Telling a visual story with flooring lends itself to products that can be made into large-scale patterns with visual interest. The Mohawk Group provided the perfect product with its Amused II 

and Enthralled II carpet tile. This carpet allowed the designers to create a unique gradient pattern that transitioned from black to grey to tan and back to black. Using the gradient pattern ensured that no matter where an individual is standing or working in the open office, they will experience a different visual story in the flooring. Also, the use of bold pops of color was reserved for selected textiles and branding on the walls, so the carpet needed to create interest through visual pattern and texture within the grey and tan tones of the gradient.

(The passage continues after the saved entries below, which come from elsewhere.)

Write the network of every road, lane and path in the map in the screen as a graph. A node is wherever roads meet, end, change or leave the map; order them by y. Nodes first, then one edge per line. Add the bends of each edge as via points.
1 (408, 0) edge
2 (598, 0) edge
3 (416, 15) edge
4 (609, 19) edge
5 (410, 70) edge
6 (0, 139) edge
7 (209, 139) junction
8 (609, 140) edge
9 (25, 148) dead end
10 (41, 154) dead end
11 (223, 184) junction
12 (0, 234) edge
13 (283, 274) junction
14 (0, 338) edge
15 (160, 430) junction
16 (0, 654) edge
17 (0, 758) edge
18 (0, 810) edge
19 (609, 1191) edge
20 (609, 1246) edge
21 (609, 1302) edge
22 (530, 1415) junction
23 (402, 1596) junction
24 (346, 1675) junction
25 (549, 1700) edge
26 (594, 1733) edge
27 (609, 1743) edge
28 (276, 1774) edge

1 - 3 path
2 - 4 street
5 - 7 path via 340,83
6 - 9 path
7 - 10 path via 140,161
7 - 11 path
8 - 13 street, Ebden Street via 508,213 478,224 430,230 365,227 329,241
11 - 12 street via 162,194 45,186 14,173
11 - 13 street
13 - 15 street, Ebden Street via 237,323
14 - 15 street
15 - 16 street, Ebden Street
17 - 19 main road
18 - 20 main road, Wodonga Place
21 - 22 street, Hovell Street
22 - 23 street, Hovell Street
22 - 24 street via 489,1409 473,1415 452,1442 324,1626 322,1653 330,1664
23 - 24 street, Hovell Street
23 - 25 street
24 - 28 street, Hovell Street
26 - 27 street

One of the main challenges when creating a pattern that is made of 13 different carpets is how to communicate the design to the flooring installers. Not only were there 13 different shades of carpet tiles, but each carpet tile was rotated 90 degrees either clockwise or counterclockwise from the adjacent tile depending on where it fell in the gradient pattern. Detailed installation drawings and mockups from the flooring dealer ensured a seamless execution.

Sustainable design considerations were at the forefront when selecting flooring materials. The designers capitalized on the pristine concrete slabs, ground and polished to enhance their beauty, as a means of utilizing a material that existed in the building, so no additional flooring needed to be produced or shipped. And the Mohawk modular carpet that was selected featured recycled carpet content. This feature of the carpet allows the agency to not only tell a story about the brand but also to highlight the sustainability characteristics of the materials as they lead clients and visitors on a tour of the space. 

If Big Yam is not shy about promoting its fearless culture, then why should its space not tell the same story? Bold textures and raw materials coexist alongside finely tailored textiles. Carpet patterns that transition from black to grey tell a visual story as employees and visitors move throughout the building. All of these carefully orchestrated design elements create a space where a bold, fearless and uncompromised brand is brought to life through the built environment.